Simulate data that arise from mediation with specified conditions

Question

I am looking to create a function that simulates data arising from a mediation process, where a predictor (X) has an indirect effect on the outcome (Y) through the mediator (M).

I consulted the answers to the following questions:

I would like the function to simulate:

the mediator and outcome if the user inputs the predictor,
the predictor and outcome if the user inputs the mediator, or
the predictor and mediator if the user inputs the outcome

I would like the user to be able to specify various conditions for simulating the data arising from mediation, including the correlation between X and Y, the correlation between X and M, the correlation between M and Y, and the proportion of the effect mediated. The proportion of the effect mediated (Pm) is the ratio of the indirect effect (ab) to the total effect (Wen & Fan, 2015). I would like the function to simulate the data that would yield a mediation model with the conditions specified by the user.

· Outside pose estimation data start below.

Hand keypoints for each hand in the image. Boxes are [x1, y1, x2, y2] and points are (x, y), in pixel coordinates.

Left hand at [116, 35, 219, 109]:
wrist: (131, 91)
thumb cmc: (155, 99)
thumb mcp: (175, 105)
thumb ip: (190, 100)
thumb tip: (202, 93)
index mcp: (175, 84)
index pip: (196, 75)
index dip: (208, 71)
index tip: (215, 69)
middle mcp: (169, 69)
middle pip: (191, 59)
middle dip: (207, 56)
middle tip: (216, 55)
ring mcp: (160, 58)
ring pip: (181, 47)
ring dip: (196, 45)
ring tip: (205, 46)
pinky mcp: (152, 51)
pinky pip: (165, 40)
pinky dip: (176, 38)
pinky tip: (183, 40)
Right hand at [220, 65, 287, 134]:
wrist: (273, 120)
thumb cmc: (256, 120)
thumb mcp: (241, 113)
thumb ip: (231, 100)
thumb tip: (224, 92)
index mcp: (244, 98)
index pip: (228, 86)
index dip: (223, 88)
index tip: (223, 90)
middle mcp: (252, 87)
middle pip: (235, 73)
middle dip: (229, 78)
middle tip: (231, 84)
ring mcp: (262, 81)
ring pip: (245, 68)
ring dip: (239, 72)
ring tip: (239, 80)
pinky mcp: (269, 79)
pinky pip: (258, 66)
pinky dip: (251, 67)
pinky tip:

For instance, I would like the function to estimate:

the total effect if the user inputs the correlation between X and M, the correlation between M and Y, and proportionMediated (Pm)
proportionMediated if the user inputs the correlation between X and M, the correlation between M and Y, and the correlation between X and Y
the correlation between X and M and the correlation between M and Y (assuming they are equal) if the user inputs the correlation between X and Y and proportionMediated
the correlation between X and M if the user inputs the correlation between M and Y, the correlation between X and Y, and proportionMediated
the correlation between M and Y if the user inputs the correlation between X and M, the correlation between X and Y, and proportionMediated

I used the answer to the first link (above) in writing the beginnings of a function:

simulateIndirectEffect <- function(x, m, y, a, b, cTotal, proportionMediated, seed){
  if(missing(seed)){
    seed <- round(runif(1, 0, 1000)*100)
  }

  if(missing(cTotal) == TRUE){
    cTotal <- (a * b) / proportionMediated
  } else if(missing(proportionMediated) == TRUE){
    proportionMediated <- (a * b) / cTotal
  } else if(missing(a) == TRUE & missing(b) == TRUE){
    a <- sqrt(proportionMediated * cTotal)
    b <- sqrt(proportionMediated * cTotal)
  } else if(missing(a) == TRUE){
    a <- (proportionMediated * cTotal) / b
  } else if(missing(b) == TRUE){
    b <- (proportionMediated * cTotal) / a
  }

  ab <- a * b
  cPrime <- cTotal - ab

  if(missing(x) == FALSE){
    sampleSize <- length(x)

    set.seed(seed + 1)
    m <- a*x + sqrt(1-a^2) * rnorm(sampleSize) #what should I change error term to?
    error <- 1 - (cPrime^2 + b^2 + 2*a*cPrime*b)

    set.seed(seed + 2)
    y <- cPrime*x + b*m + error*rnorm(sampleSize) #what should I change error term to?
  } else if(missing(m) == FALSE){
    sampleSize <- length(m)

    set.seed(seed + 1)
    #x <- #Not sure what to put here

    set.seed(seed + 2)
    #y <- #Not sure what to put here
  } else if(missing(y) == FALSE){
    sampleSize <- length(y)

    set.seed(seed + 1)
    #x <- #Not sure what to put here

    set.seed(seed + 2)
    #m <- #Not sure what to put here
  }

  simulatedData <- as.data.frame(cbind(x, m, y))

  return(simulatedData)
}

I have three questions:

How can we simulate m and y given x (and the conditions specified) in the above function?
How can we simulate x and y given m (and the conditions specified) in the above function?
How can we simulate x and m given y (and the conditions specified) in the above function?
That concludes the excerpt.